In effect, the world is now paying the piper for enjoying artificially low prices as a result of the Asian crisis.

Even if OPEC could produce significant new supplies, Economides says, prices would not necessarily fall quickly because of capacity and transport bottlenecks throughout the supply chain.

World oil tanker capacity has already been badly eroded and other distribution infrastructure is inadequate and refinery capacity barely enough to meet demand.

In this environment, Economides says there is a real possibility that prices could spike much higher - well into the $US40-$US50 a barrel range. More significantly, prices above $US30 will persist for at least two or three years due to lags in investment and capacity expansion.

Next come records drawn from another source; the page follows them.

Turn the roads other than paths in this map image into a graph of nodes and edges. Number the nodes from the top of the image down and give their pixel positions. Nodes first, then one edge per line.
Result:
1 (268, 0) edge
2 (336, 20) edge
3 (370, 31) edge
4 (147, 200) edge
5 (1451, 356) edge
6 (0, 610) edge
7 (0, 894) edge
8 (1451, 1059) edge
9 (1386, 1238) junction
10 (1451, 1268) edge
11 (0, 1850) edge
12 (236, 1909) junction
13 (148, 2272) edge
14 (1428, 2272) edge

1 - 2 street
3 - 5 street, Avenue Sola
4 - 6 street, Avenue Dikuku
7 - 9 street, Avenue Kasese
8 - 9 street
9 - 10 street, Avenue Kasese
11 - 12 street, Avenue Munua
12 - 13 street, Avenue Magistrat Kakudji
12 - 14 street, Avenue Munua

However, a more optimistic scenario was painted in a speech last week by none other than US Federal Reserve chief Alan Greenspan, who sees a "new economy" transformation in this quintessentially old economy industry allowing supply demand imbalances to be equilibrated more quickly.

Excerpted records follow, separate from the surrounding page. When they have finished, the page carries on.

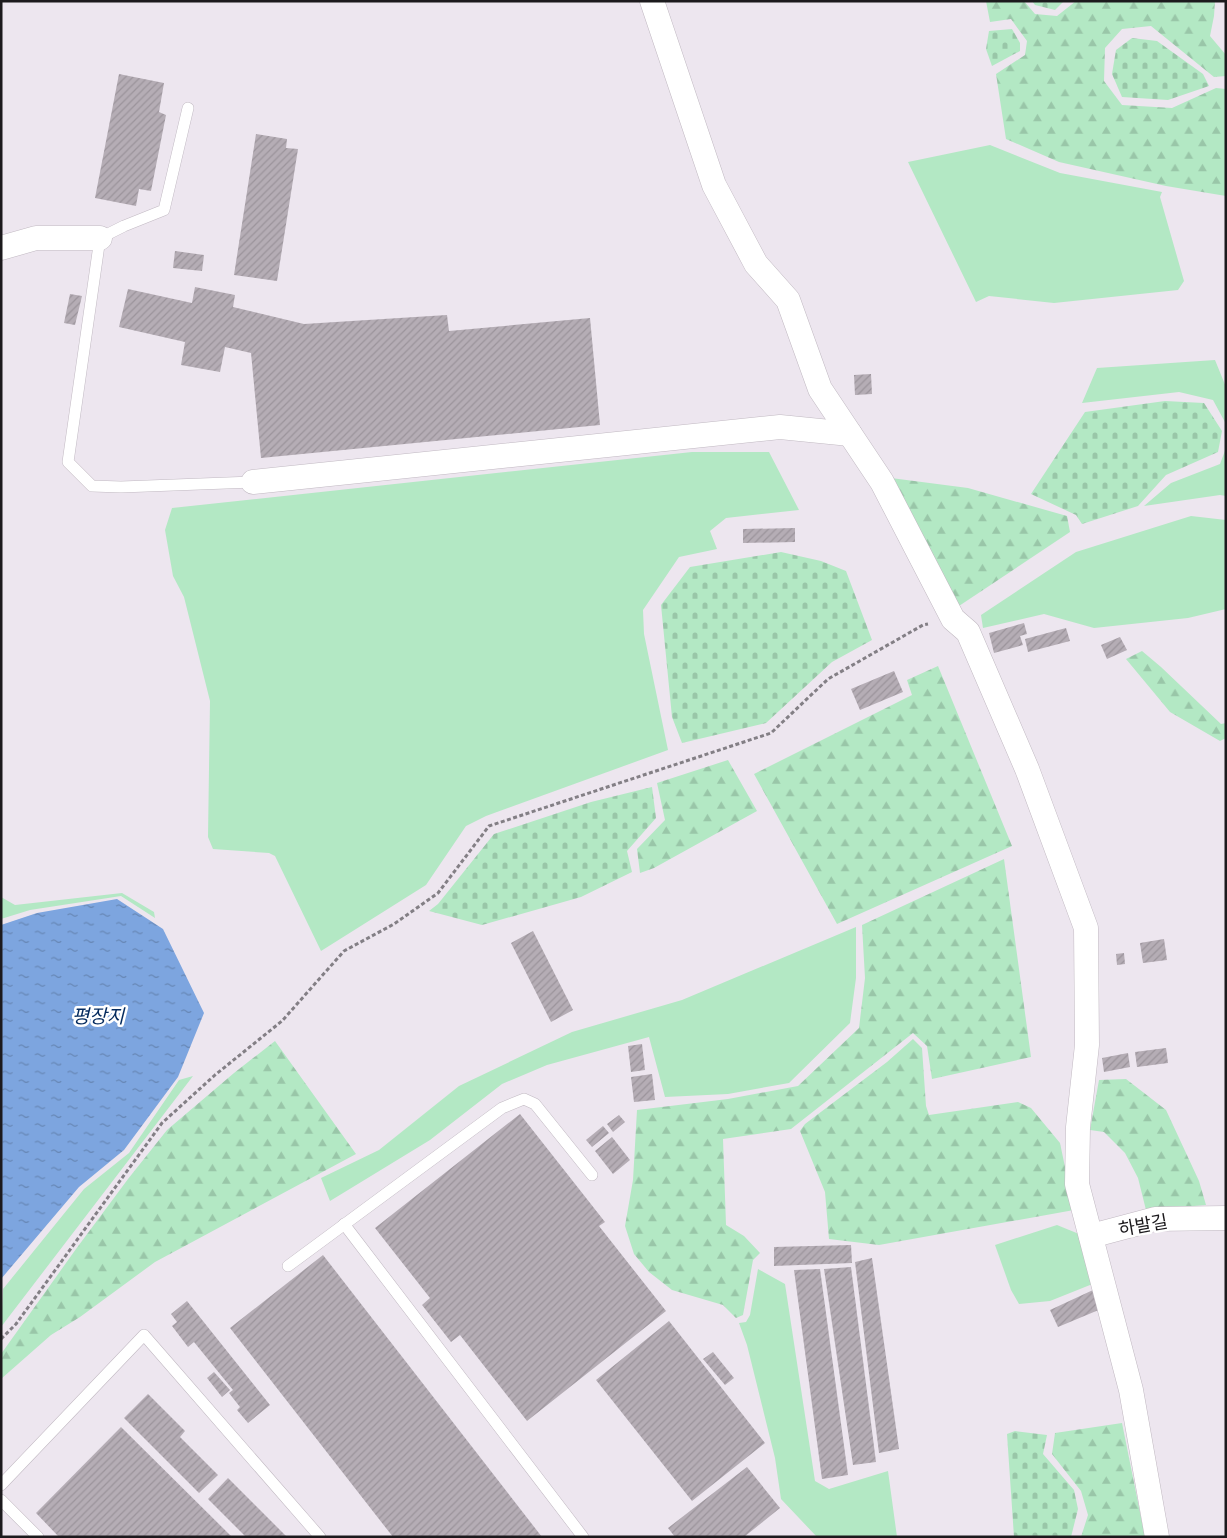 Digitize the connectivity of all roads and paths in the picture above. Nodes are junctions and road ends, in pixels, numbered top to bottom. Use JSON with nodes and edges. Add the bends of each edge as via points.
{"nodes":[{"id":1,"x":652,"y":1,"type":"edge"},
{"id":2,"x":188,"y":108,"type":"dead end"},
{"id":3,"x":100,"y":238,"type":"junction"},
{"id":4,"x":1,"y":248,"type":"edge"},
{"id":5,"x":850,"y":434,"type":"junction"},
{"id":6,"x":253,"y":482,"type":"joint"},
{"id":7,"x":953,"y":619,"type":"junction"},
{"id":8,"x":592,"y":1175,"type":"dead end"},
{"id":9,"x":1226,"y":1218,"type":"edge"},
{"id":10,"x":344,"y":1224,"type":"junction"},
{"id":11,"x":1091,"y":1236,"type":"junction"},
{"id":12,"x":288,"y":1266,"type":"dead end"},
{"id":13,"x":1,"y":1339,"type":"edge"},
{"id":14,"x":1,"y":1485,"type":"edge"},
{"id":15,"x":1,"y":1500,"type":"edge"},
{"id":16,"x":38,"y":1537,"type":"edge"},
{"id":17,"x":320,"y":1537,"type":"edge"},
{"id":18,"x":583,"y":1537,"type":"edge"},
{"id":19,"x":1157,"y":1537,"type":"edge"}],
"edges":[{"from":1,"to":5,"type":"street","via":[[714,185],[756,264],[788,300],[820,389]]},
{"from":2,"to":3,"type":"lane","via":[[164,210]]},
{"from":3,"to":4,"type":"street","via":[[36,238]]},
{"from":3,"to":6,"type":"lane","via":[[68,462],[92,486]]},
{"from":5,"to":6,"type":"street","via":[[780,427]]},
{"from":5,"to":7,"type":"street","via":[[882,482]]},
{"from":7,"to":11,"type":"street","via":[[968,632],[1027,769],[1086,928],[1087,1045],[1078,1127],[1077,1184]]},
{"from":7,"to":13,"type":"path","via":[[923,625],[828,679],[771,733],[489,826],[438,893],[394,924],[344,951],[282,1021],[162,1123],[16,1324]]},
{"from":8,"to":10,"type":"lane","via":[[535,1104],[524,1099],[502,1108]]},
{"from":9,"to":11,"type":"street","name":"하발길","via":[[1155,1219]]},
{"from":10,"to":12,"type":"lane"},
{"from":10,"to":18,"type":"lane"},
{"from":11,"to":19,"type":"street","via":[[1130,1390]]},
{"from":14,"to":17,"type":"lane","via":[[144,1335]]},
{"from":15,"to":16,"type":"lane"}]}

"What has changed dramatically in recent years is the production side of oil, which is likely to be a substantial factor in determining the extent and duration of any oil-price spike. Oil, in this regard, has truly become at least an associate member of the new economy," he said.

" The development of seismic techniques and satellite surveillance to discover promising new oil reservoirs has more than doubled the drilling success rate for new field wildcat wells during the past decade. New techniques and the use of oil rigs that have more computer chips in them than most modern office buildings facilitate far deeper drilling of promising pools, especially offshore. The newer recovery techniques reportedly have raised the proportion of oil reserves eventually brought to the surface from a third to nearly a half in recent decades.

"One might expect that, as a consequence of what has been a dramatic change from the old hit-or-miss wildcat oil exploration and development of the past, the cost of developing new fields and, hence, the long-term marginal cost of new oil have declined."

He notes that one measure of this decline is the fall in the prices of the most distant forward contracts for crude oil. While spot prices have been on a roller-coaster, these contracts, which cover a timeframe long enough to seek, discover, drill, and lift oil, have moved lower over the past decade. The current six-year futures contract has risen over the past year, but is still only about $US21 per barrel.

This long-term marginal cost of extraction anchors the long-term equilibrium price, to which, over time, spot prices are inexorably drawn as the balance between underlying supply and demand is restored.

"But in the short run, the price of oil, as that of all commodities, inevitably is influenced importantly by inventory levels, especially when stocks become critically short," Greenspan says.

The world oil industry has historically run on a thin buffer, roughly a thirteen-day stockpile.

This meant that when OPEC cut back oil production by more than 3 million barrels a day in 1998 and 1999, while world demand rose, the existing buffer of more than fifteen days worth of oil rapidly shrank to a little more than ten days. As a consequence, the price of crude oil tripled.

"OPEC has since more than restored its output, bringing world production now to record levels - levels that exceed reported demand by nearly 1.5 million barrels a day ... Inventories of usable stocks are building but have yet to regain normal levels," Greenspan noted.

"It would certainly seem that, with inventories building and the spot price of crude oil well above its long-term equilibrium, spot prices would shortly be under significant downward pressure."

Time will tell who's predictions are right. But it's comforting to know that the man with his hands on the most important interest rate levers in the world appears to be on the side of the Oil Optimists for now.